- _Records for this exercise_
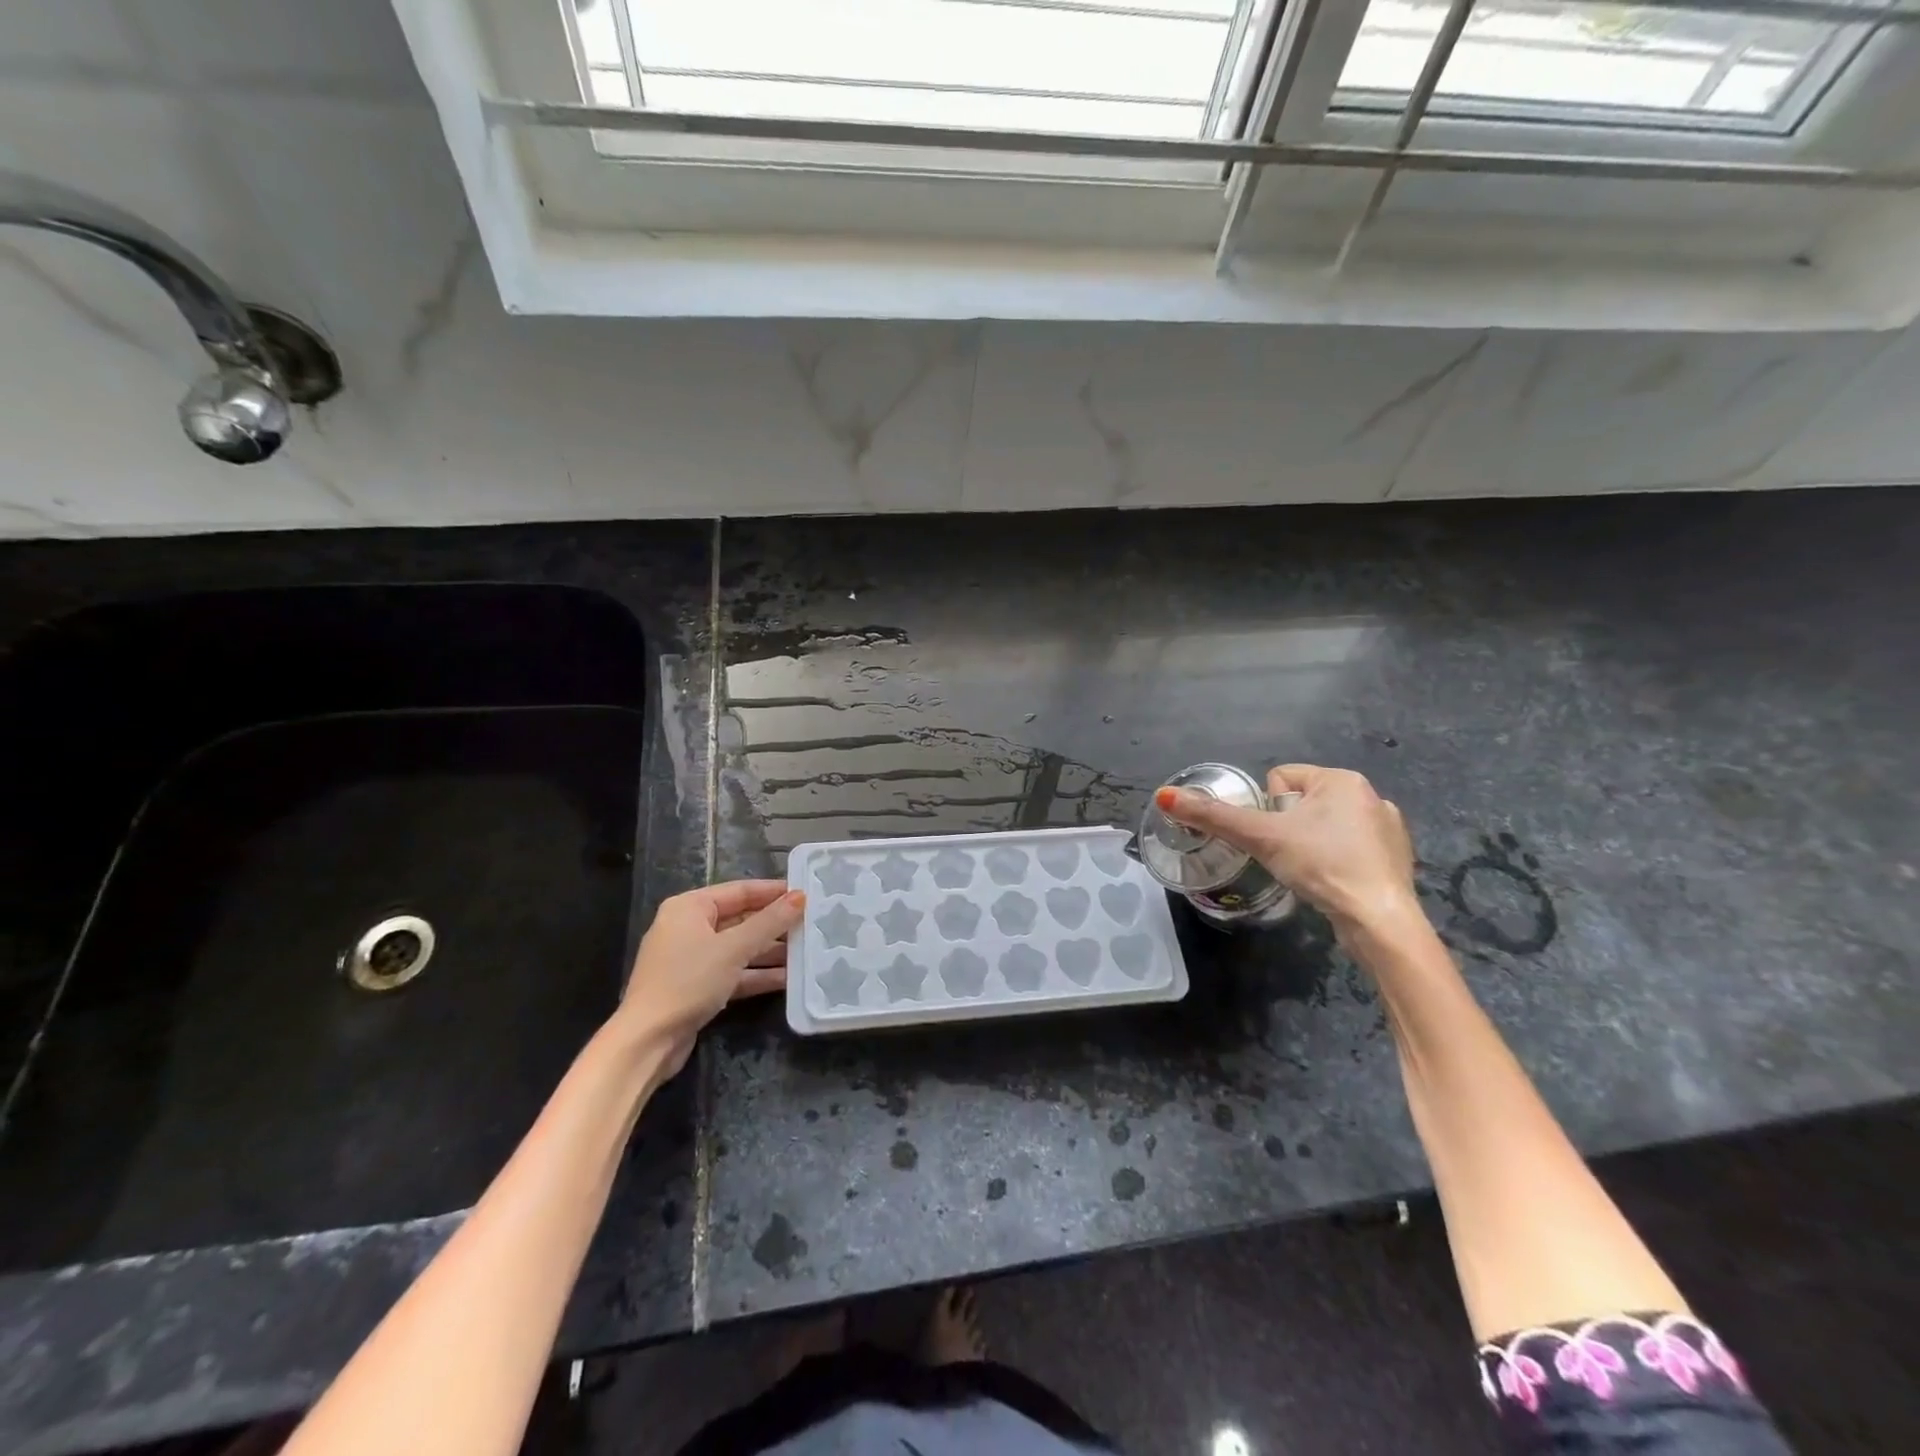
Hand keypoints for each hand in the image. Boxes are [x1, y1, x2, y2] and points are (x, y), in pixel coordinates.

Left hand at [610, 880, 805, 1078]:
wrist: (647, 1042)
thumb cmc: (688, 981)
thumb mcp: (733, 948)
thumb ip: (769, 922)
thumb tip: (800, 897)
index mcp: (689, 907)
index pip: (740, 891)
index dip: (773, 892)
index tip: (806, 893)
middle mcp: (688, 928)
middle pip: (740, 919)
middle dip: (774, 924)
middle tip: (811, 923)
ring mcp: (692, 959)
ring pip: (739, 948)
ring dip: (770, 951)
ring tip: (806, 951)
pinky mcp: (697, 987)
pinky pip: (733, 972)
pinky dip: (757, 974)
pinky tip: (788, 978)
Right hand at [1155, 765, 1416, 936]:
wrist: (1378, 919)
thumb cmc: (1321, 865)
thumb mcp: (1261, 837)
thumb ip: (1213, 816)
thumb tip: (1164, 796)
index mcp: (1341, 778)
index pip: (1279, 780)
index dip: (1268, 811)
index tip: (1278, 838)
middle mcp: (1369, 794)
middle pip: (1300, 803)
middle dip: (1288, 829)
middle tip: (1290, 857)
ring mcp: (1387, 826)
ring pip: (1323, 827)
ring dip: (1311, 845)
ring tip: (1312, 872)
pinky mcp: (1394, 857)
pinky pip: (1348, 849)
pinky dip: (1335, 862)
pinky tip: (1334, 882)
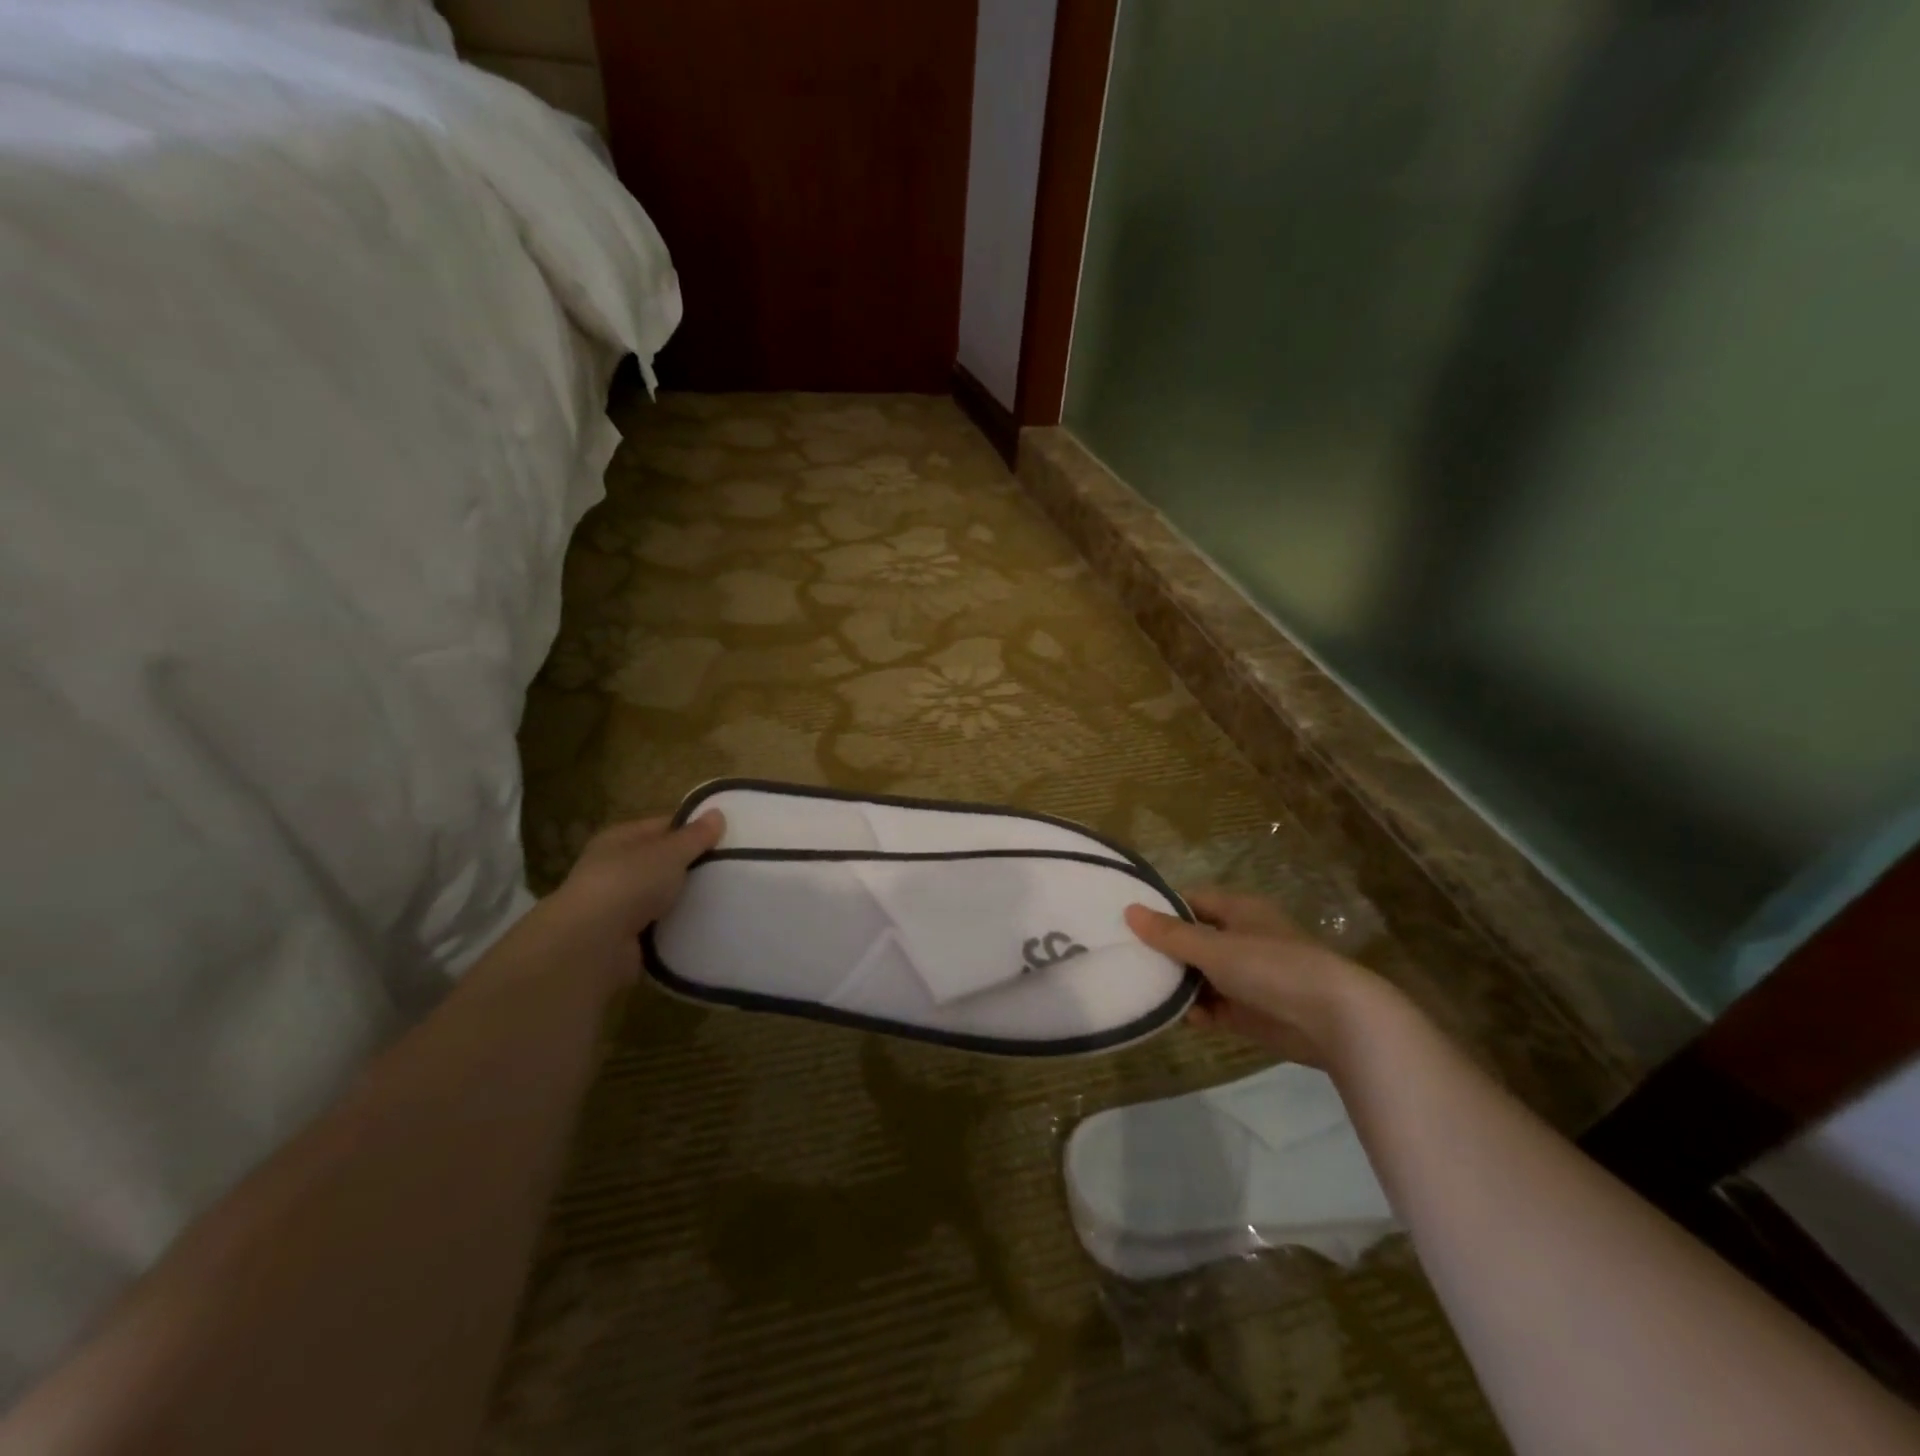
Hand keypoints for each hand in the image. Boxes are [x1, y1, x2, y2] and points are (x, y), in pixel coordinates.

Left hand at [514, 813, 723, 995]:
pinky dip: (679, 925)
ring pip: (663, 895)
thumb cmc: (629, 883)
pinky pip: (661, 925)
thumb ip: (695, 836)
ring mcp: (619, 904)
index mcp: (620, 839)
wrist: (593, 944)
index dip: (693, 829)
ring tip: (726, 897)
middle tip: (732, 868)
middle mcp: (615, 868)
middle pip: (663, 861)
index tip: (727, 838)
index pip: (663, 826)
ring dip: (687, 898)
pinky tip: (705, 924)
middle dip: (693, 866)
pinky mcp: (626, 936)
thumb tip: (717, 813)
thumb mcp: (670, 852)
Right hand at [1125, 889, 1381, 1067]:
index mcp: (1239, 911)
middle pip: (1193, 940)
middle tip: (1125, 959)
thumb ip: (1171, 934)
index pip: (1191, 901)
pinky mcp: (1251, 1011)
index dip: (1162, 910)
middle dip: (1165, 952)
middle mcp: (1242, 939)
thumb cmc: (1271, 968)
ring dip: (1178, 984)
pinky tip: (1176, 1017)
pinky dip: (1197, 1011)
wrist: (1333, 1020)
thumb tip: (1129, 911)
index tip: (1127, 923)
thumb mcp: (1214, 947)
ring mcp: (1247, 977)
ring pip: (1201, 975)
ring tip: (1142, 989)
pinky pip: (1214, 1006)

- _What the exercise asks_
Report each line above that includes the string "hand".

- _Output of the exercise_
Hand keypoints for each hand in the image. Boxes are [x1, y1, x2, y2] and points are (x, y), in pixel coordinates.
Left hand at [610, 880, 805, 1078]:
Right hand at [1155, 765, 1416, 936]:
Hand keypoints for each hand in the image. Boxes are [x1, y1, x2, y2] and points are (x, y), in pixel coordinates.
Left hand at [514, 813, 723, 995]:
Right hand at [1125, 889, 1381, 1067]:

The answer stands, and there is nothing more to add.